I'd like to read about (or be pointed to) the necessary detail.

> I believe you mis-interpreted Jon's suggestion. He was suggesting to treat the
> fingerprint field as a free-form string within the signature subpacket. Nothing
> more and nothing less.

i'm pretty sure that's not what he suggested, actually.  But clearly it
wasn't successfully communicated to everyone, since we appear to have
different interpretations.  Jon, can you clarify what you meant?

> Key servers must also eventually treat
> fingerprints as (possibly limited-length, but by no means fixed-length) strings.

Why?  Shouldn't keyservers be responsible for calculating the
fingerprints themselves?  treating fingerprinting as a total black box
seems like it loses several of the really useful properties of fingerprints.

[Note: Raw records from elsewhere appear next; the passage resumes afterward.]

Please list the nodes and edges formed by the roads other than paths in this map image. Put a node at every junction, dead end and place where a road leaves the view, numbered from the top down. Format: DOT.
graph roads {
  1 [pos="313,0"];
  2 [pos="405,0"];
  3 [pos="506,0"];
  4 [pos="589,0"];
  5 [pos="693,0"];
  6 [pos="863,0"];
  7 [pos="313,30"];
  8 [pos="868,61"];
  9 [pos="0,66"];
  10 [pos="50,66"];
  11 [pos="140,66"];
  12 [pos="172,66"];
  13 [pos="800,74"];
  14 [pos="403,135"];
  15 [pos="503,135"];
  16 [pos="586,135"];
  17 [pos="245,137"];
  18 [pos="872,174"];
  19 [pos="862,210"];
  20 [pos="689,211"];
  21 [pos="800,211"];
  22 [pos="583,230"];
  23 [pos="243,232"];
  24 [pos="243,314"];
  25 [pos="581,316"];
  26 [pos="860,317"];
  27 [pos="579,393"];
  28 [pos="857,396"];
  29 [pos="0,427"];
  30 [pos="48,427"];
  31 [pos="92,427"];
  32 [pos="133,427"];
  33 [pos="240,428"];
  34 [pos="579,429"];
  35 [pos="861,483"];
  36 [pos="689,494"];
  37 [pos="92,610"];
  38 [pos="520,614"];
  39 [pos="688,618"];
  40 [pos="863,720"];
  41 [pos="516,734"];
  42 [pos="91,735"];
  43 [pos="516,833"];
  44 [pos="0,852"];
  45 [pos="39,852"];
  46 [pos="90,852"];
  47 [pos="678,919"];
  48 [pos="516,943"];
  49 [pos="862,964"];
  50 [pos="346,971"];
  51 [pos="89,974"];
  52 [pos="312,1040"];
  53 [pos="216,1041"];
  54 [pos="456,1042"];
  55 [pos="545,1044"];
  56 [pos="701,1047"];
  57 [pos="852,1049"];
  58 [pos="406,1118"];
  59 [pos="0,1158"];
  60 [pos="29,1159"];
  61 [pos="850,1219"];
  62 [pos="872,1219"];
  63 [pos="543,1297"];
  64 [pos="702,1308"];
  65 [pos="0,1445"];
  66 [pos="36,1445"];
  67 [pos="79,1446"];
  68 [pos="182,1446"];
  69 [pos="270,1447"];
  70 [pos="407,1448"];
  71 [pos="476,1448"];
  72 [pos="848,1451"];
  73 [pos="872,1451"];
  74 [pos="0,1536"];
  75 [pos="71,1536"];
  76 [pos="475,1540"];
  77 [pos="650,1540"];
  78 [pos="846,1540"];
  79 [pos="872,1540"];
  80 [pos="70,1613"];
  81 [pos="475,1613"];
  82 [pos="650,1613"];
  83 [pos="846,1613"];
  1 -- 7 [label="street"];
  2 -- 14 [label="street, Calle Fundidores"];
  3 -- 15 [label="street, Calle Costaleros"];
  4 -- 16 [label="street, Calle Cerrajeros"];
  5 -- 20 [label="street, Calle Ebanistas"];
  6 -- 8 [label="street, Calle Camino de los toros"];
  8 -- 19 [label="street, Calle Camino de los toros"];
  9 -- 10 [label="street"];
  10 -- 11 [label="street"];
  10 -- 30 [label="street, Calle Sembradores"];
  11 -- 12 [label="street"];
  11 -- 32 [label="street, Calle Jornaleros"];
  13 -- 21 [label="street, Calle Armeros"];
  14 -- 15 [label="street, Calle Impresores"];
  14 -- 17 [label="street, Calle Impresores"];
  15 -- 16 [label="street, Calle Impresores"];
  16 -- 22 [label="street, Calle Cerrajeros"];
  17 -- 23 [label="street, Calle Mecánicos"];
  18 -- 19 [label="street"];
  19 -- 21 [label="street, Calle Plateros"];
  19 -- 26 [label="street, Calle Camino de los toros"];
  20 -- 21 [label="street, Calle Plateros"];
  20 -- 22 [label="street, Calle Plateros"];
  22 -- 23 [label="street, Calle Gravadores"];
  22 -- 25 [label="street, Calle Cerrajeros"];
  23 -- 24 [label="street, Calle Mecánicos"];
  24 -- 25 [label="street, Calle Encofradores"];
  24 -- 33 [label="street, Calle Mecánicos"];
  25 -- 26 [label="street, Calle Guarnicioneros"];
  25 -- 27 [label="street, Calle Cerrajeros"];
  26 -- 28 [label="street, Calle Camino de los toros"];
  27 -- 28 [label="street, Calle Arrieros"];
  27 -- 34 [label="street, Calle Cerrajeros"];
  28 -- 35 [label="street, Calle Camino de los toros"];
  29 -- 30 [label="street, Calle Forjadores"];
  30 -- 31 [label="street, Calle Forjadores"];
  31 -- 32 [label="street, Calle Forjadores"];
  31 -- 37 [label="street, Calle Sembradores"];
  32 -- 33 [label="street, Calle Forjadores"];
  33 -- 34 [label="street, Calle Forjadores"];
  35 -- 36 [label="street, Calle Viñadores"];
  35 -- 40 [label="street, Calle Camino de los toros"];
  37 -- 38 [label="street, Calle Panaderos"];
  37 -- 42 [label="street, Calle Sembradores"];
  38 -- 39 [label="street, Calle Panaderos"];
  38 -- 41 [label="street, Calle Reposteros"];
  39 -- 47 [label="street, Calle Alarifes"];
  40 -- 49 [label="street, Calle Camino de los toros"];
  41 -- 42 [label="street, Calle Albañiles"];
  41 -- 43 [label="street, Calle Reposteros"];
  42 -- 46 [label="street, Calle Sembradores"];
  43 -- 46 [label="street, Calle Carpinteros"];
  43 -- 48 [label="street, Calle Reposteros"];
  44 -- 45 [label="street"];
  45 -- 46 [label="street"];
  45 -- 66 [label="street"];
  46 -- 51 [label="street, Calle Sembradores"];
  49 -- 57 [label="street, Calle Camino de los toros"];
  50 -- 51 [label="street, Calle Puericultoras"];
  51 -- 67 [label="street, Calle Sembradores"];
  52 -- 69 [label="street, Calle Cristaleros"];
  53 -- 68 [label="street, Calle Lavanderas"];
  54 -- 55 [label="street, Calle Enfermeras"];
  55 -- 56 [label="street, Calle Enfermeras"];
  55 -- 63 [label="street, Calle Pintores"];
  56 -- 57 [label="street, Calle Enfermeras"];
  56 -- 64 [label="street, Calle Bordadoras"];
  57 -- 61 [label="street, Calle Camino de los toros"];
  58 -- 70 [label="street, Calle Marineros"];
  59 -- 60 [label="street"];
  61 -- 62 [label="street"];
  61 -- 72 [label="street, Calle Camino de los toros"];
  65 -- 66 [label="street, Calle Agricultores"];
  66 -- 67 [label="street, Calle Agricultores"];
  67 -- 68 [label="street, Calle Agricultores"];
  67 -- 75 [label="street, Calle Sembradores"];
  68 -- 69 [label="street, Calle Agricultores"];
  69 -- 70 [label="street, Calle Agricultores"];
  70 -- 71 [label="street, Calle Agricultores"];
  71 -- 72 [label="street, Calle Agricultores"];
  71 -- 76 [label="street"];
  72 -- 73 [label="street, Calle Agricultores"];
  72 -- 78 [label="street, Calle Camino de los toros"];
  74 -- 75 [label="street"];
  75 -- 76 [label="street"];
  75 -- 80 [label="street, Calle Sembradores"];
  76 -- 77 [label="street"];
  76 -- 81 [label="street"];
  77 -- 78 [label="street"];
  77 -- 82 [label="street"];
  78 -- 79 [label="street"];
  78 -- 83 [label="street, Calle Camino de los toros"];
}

> I think that there must be only ONE string called THE fingerprint of a certain
> public key.

why?  we currently have three strings that are frequently used to
identify keys with varying levels of assurance of "uniqueness" -- the
32-bit keyID (no guarantee at all, trivially spoofable), the 64-bit
keyID (more difficult to spoof), and the 160-bit SHA1-based fingerprint
(believed to be invulnerable to preimage attacks given the state of
knowledge of math and available computer hardware).  I'm aware that
these are derivable from each other, but it doesn't seem to change the
fact that we're using them in a comparable way right now.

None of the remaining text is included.